## [Problem]
Start at the line with "thumb cmc: (115, 186)" in the records below, stop at the line with "index dip: (227, 96)", and return every line in that span exactly, the two end lines included.

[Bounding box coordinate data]
▬▬▬▬▬▬▬▬▬▬

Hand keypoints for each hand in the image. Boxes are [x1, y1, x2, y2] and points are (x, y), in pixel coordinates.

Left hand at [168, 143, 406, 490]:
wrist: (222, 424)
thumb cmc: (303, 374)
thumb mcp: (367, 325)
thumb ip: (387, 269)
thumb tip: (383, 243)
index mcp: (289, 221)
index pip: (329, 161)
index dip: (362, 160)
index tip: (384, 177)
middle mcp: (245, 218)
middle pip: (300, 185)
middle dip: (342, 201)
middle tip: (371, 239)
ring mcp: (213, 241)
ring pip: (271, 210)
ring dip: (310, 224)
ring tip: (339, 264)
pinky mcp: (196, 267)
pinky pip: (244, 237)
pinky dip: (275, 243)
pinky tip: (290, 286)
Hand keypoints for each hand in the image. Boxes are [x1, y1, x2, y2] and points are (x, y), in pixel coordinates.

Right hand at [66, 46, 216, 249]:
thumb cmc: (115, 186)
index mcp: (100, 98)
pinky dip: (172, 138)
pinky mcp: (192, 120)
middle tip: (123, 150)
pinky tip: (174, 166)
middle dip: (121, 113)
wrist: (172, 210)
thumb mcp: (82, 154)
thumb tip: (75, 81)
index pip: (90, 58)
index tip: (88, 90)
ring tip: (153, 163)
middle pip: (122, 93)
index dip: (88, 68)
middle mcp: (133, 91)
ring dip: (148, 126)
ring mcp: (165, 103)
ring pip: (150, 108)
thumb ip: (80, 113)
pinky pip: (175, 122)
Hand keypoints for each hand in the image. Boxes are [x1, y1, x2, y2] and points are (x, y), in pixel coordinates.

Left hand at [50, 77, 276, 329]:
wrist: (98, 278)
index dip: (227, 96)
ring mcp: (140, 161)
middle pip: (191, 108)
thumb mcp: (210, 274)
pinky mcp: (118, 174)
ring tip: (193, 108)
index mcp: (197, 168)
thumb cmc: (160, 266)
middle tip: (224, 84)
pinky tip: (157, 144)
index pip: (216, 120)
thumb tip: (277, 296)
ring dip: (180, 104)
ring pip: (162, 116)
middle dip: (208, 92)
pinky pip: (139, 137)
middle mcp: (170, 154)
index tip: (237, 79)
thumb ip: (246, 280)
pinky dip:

▬▬▬▬▬▬▬▬▬▬

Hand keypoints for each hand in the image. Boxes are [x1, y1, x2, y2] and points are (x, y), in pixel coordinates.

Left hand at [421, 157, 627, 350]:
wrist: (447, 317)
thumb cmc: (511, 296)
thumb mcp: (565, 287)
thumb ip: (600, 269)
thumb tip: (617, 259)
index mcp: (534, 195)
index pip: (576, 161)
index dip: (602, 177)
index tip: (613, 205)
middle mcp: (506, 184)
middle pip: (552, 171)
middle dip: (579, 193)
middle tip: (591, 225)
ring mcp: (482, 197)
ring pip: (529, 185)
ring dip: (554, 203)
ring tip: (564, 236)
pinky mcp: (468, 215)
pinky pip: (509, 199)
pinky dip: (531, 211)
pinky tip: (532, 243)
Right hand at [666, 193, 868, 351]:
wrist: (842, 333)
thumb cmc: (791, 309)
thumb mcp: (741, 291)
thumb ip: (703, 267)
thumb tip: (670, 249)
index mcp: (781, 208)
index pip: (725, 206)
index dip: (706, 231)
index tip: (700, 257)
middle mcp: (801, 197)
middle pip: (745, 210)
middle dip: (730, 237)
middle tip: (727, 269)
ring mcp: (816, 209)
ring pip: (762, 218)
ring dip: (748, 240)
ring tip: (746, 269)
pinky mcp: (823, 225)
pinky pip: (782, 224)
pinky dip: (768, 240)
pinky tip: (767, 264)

▬▬▬▬▬▬▬▬▬▬

## [Reply to the exercise]
thumb cmc: (115, 186)
index mcp: (100, 98)
pinky dip: (172, 138)
pinky mcp: (192, 120)
middle tip: (123, 150)
pinky tip: (174, 166)
middle dip: (121, 113)
wrist: (172, 210)
thumb mcp: (82, 154)
thumb tip: (75, 81)
index pip: (90, 58)
index tip: (88, 90)
ring tip: (153, 163)
middle pip: (122, 93)
index dip: (88, 68)
middle mcp: (133, 91)
ring dip: (148, 126)
ring mcp: (165, 103)
ring pip: (150, 108)
thumb ip: (80, 113)
pinky pip: (175, 122)
Hand keypoints for each hand in the image. Boxes are [x1, y1, x2, y2] and points are (x, y), in pixel coordinates.

Left hand at [50, 77, 276, 329]:
wrist: (98, 278)
index dip: (227, 96)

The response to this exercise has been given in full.